Again, we won’t get TOO in the weeds on this stuff until the offseason actually arrives, but that’s the short version for now: yes, there’s a chance that it may wind up making financial sense for Contreras to accept the Qualifying Offer from the Cubs. (Query whether knowing he would accept it would, in return, prevent the Cubs from making it in the first place… no, right? They would love to have him back on a one-year, $19 million deal, even if they told him his role would be reduced as a catcher, right? Am I missing something? That’s just good value.)
So, then, against that backdrop, it only makes sense that upon his return to the active roster after missing a month with the ankle injury, Contreras was asked, among other things, about his coming free agency.
“I’ve been thinking a lot about it, my free agency, and I know what I want for sure,” Contreras told reporters, including The Athletic. “At the same time, I don’t control the market. The market will speak for itself and we’re going to adjust to it and see what happens. But I know what I want, (which is feeling that I’m wanted). I want to be somewhere that I’m wanted. (Where) I feel like they’re going to appreciate what I do on the field and off the field. A place (where) they appreciate what I bring to the clubhouse and what I can do.”
I don’t think that’s a shot at the Cubs, by the way. It’s just a reality for Contreras: he wants to be where he’s wanted and appreciated. Hey, don’t we all? Even if we suspect the Cubs are ready to move on to a different catching setup next year, I will never entirely rule out the (increasingly slim) chance that the sides decide in free agency that a multi-year deal is the best for both parties. .
But what about the Qualifying Offer from the Cubs? What happens then?
“I won’t be offended (if they give me a qualifying offer) because it’s part of the business,” Contreras said, again per The Athletic. “That’s probably the reason my price at the deadline was really high because by making the qualifying offer they can get a pick. I already talked to my agent and we’re going to think about that… At this point, I’m not going to give you an answer (about whether I would accept it).
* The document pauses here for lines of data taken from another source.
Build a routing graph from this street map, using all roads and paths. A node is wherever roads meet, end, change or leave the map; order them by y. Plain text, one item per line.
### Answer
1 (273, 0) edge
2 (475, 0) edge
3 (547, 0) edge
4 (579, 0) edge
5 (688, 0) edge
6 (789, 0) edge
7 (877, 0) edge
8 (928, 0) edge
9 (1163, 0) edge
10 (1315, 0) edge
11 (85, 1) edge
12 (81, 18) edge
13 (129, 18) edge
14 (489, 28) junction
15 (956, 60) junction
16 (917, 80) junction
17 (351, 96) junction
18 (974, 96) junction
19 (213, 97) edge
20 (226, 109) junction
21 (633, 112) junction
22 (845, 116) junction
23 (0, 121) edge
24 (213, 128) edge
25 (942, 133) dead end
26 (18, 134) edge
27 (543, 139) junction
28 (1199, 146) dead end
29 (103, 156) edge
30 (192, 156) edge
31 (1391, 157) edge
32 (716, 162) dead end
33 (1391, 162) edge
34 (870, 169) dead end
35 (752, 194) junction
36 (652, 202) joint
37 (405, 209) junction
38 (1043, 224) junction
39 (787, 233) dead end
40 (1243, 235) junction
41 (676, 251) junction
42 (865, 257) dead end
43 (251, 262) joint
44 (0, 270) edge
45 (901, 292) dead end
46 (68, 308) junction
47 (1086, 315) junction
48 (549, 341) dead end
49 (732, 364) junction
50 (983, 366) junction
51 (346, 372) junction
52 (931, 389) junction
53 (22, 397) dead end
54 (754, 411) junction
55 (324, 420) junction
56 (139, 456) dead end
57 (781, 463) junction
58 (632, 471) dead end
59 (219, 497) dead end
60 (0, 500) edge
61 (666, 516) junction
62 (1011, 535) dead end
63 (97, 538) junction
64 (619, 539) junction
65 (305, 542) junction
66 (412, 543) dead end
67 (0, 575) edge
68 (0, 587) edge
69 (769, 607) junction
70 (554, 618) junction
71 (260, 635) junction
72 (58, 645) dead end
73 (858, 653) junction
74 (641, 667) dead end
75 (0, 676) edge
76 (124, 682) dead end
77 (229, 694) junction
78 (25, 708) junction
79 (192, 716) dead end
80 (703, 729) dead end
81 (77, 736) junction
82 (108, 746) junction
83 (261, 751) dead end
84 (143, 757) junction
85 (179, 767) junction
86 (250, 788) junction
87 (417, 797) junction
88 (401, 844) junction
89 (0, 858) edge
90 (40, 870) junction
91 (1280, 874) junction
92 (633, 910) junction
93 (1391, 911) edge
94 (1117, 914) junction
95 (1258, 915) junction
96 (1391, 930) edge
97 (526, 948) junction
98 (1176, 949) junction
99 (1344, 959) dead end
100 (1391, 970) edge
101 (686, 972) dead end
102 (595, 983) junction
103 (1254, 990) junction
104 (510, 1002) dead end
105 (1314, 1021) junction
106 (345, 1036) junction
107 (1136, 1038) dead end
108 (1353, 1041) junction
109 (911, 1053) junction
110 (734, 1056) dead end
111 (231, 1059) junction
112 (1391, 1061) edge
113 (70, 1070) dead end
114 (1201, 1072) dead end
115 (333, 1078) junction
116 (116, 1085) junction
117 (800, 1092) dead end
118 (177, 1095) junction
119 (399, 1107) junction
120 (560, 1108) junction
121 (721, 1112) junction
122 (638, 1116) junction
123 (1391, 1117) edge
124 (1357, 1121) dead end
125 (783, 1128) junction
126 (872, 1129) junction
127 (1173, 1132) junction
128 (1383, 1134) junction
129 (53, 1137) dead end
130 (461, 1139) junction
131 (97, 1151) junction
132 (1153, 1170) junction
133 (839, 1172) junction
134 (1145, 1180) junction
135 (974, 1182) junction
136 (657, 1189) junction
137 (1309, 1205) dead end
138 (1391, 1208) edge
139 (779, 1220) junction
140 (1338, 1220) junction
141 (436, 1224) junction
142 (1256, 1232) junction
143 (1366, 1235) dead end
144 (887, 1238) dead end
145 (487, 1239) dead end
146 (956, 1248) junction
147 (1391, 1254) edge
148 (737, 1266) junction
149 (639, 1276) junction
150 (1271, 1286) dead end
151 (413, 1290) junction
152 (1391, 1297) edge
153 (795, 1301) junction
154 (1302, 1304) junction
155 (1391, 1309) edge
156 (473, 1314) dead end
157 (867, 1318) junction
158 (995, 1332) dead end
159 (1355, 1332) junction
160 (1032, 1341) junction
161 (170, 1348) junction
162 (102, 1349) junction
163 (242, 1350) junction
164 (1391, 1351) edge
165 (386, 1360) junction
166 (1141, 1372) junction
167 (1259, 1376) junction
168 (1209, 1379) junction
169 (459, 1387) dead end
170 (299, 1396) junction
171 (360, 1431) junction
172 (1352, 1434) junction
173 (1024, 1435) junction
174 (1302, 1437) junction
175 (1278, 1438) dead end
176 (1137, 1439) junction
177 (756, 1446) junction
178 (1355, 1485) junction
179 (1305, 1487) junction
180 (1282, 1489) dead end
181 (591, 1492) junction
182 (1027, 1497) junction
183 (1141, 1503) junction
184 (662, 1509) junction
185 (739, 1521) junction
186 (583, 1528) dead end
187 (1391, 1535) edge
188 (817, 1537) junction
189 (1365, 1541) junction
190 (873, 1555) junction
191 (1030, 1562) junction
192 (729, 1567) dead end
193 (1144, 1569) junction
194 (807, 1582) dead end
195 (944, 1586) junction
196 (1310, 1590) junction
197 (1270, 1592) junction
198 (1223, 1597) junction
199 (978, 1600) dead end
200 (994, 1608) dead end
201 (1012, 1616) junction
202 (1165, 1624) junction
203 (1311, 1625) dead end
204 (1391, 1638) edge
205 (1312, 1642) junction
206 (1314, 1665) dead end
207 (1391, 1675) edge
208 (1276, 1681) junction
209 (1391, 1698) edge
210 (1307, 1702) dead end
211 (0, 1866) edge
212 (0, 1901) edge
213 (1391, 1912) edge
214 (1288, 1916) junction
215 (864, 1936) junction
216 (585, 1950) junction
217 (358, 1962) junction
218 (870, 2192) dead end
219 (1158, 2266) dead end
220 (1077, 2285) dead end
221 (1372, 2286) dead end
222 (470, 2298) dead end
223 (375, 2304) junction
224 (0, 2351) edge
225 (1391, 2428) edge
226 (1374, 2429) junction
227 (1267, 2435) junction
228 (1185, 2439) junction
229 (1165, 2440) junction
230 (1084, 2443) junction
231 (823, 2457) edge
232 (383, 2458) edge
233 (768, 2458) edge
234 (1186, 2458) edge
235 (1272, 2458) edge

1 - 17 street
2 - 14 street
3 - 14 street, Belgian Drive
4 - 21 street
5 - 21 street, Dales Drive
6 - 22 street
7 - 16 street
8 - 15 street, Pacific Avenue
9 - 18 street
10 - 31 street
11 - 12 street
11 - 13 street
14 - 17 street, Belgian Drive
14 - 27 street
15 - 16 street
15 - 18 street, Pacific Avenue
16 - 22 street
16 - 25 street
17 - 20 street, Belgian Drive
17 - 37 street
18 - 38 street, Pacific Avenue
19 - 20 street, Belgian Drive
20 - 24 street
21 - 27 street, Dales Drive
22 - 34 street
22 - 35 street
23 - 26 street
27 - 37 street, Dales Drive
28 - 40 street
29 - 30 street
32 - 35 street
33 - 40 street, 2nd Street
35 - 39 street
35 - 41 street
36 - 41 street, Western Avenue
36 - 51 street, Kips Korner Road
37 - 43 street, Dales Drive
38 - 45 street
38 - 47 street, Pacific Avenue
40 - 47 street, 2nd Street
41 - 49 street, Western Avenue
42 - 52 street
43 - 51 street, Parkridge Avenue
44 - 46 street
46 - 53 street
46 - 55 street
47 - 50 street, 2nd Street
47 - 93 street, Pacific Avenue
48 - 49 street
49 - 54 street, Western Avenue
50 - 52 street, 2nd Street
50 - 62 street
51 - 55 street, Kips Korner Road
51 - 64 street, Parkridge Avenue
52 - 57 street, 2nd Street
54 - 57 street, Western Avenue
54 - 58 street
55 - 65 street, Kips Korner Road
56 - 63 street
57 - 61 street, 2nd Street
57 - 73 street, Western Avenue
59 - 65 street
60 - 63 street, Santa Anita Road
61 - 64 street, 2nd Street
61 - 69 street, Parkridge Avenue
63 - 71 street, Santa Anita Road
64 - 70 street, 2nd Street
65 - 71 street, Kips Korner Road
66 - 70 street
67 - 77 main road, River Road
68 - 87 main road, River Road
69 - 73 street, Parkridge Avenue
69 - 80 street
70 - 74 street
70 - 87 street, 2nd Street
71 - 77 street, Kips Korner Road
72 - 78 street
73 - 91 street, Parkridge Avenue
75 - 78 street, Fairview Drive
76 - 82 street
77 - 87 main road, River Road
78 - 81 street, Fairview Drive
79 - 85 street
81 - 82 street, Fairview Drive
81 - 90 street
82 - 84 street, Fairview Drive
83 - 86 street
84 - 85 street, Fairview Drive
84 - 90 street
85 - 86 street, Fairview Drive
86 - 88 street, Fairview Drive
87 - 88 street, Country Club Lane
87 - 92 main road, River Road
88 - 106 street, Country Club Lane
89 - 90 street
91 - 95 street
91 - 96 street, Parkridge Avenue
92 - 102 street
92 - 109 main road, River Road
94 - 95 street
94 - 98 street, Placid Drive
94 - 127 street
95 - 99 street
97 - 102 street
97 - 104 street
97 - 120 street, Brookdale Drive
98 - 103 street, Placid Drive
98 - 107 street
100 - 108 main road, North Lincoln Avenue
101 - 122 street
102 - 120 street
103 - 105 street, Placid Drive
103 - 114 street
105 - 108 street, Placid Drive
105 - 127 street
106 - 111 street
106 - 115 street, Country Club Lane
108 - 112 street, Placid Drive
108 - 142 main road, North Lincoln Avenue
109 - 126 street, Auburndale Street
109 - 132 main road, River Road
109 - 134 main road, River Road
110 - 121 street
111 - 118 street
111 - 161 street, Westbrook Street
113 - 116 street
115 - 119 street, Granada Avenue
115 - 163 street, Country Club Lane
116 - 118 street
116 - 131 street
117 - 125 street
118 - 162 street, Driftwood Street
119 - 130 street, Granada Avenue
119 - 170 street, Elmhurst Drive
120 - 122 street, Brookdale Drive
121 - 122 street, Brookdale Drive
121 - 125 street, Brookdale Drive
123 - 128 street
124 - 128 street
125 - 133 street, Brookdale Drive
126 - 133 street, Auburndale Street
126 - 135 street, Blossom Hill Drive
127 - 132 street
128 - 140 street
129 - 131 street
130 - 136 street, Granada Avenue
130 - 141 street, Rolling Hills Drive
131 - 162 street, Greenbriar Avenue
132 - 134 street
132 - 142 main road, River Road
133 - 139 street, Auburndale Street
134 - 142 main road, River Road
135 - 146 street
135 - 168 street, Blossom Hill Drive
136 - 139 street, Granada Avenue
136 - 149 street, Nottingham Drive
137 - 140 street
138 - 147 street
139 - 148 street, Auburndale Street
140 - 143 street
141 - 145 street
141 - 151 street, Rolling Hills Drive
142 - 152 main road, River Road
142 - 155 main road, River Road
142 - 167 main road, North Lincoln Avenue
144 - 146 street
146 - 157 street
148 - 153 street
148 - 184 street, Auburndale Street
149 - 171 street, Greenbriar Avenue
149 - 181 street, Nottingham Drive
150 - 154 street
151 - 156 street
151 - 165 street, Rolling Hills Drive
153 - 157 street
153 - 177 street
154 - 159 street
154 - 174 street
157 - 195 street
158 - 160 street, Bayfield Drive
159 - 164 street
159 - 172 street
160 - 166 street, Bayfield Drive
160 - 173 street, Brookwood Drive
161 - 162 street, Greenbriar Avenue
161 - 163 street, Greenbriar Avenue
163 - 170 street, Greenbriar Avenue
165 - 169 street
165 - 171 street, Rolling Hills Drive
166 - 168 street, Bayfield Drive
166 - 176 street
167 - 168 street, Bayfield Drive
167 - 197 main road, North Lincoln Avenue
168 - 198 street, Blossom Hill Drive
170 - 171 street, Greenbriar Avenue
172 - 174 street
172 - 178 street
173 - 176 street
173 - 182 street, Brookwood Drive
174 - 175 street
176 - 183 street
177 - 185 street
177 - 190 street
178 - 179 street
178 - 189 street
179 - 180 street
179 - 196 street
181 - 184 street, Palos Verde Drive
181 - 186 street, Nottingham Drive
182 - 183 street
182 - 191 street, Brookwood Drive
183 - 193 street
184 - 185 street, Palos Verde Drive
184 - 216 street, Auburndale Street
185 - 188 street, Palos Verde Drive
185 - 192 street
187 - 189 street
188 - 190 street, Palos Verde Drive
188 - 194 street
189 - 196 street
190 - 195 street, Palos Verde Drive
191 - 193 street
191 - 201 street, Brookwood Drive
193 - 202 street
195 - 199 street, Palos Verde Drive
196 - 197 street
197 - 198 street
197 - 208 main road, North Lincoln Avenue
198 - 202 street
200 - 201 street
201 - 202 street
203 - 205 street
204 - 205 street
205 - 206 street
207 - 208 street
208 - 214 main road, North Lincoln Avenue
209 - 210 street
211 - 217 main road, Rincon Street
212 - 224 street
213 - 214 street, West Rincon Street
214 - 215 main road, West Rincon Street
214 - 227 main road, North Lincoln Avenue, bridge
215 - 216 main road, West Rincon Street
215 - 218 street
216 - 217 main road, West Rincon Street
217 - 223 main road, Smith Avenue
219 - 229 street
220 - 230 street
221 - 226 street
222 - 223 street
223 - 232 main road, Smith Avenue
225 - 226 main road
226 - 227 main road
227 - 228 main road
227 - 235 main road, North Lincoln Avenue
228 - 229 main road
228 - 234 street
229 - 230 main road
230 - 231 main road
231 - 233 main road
I’m going to wait and see what’s next. But we have to consider it.
It’s not a telling answer, but it is the correct one. Options open. Flexibility. Consider all things.
Contreras and his agent have to be open to all informational inputs, and move as thoughtfully through the market as possible. If he says that he would definitely accept a Qualifying Offer – in an attempt, for example, to get the Cubs not to offer it? – then what does that communicate to the market about how low he’s valuing himself? And if he says he definitely would not accept a Qualifying Offer, maybe that inadvertently sends an overly aggressive message to the market, and hurts him in the other direction? Or maybe he winds up later wanting to accept the Qualifying Offer, and then it just looks really bad and awkward to come back for another year with the Cubs?
There’s no reason for Contreras to say anything else at the moment. Then, when the World Series ends and it’s time to start making these decisions for real, we’ll learn more about how the market sees Contreras, how Contreras sees himself, and how the Cubs see their future with or without him.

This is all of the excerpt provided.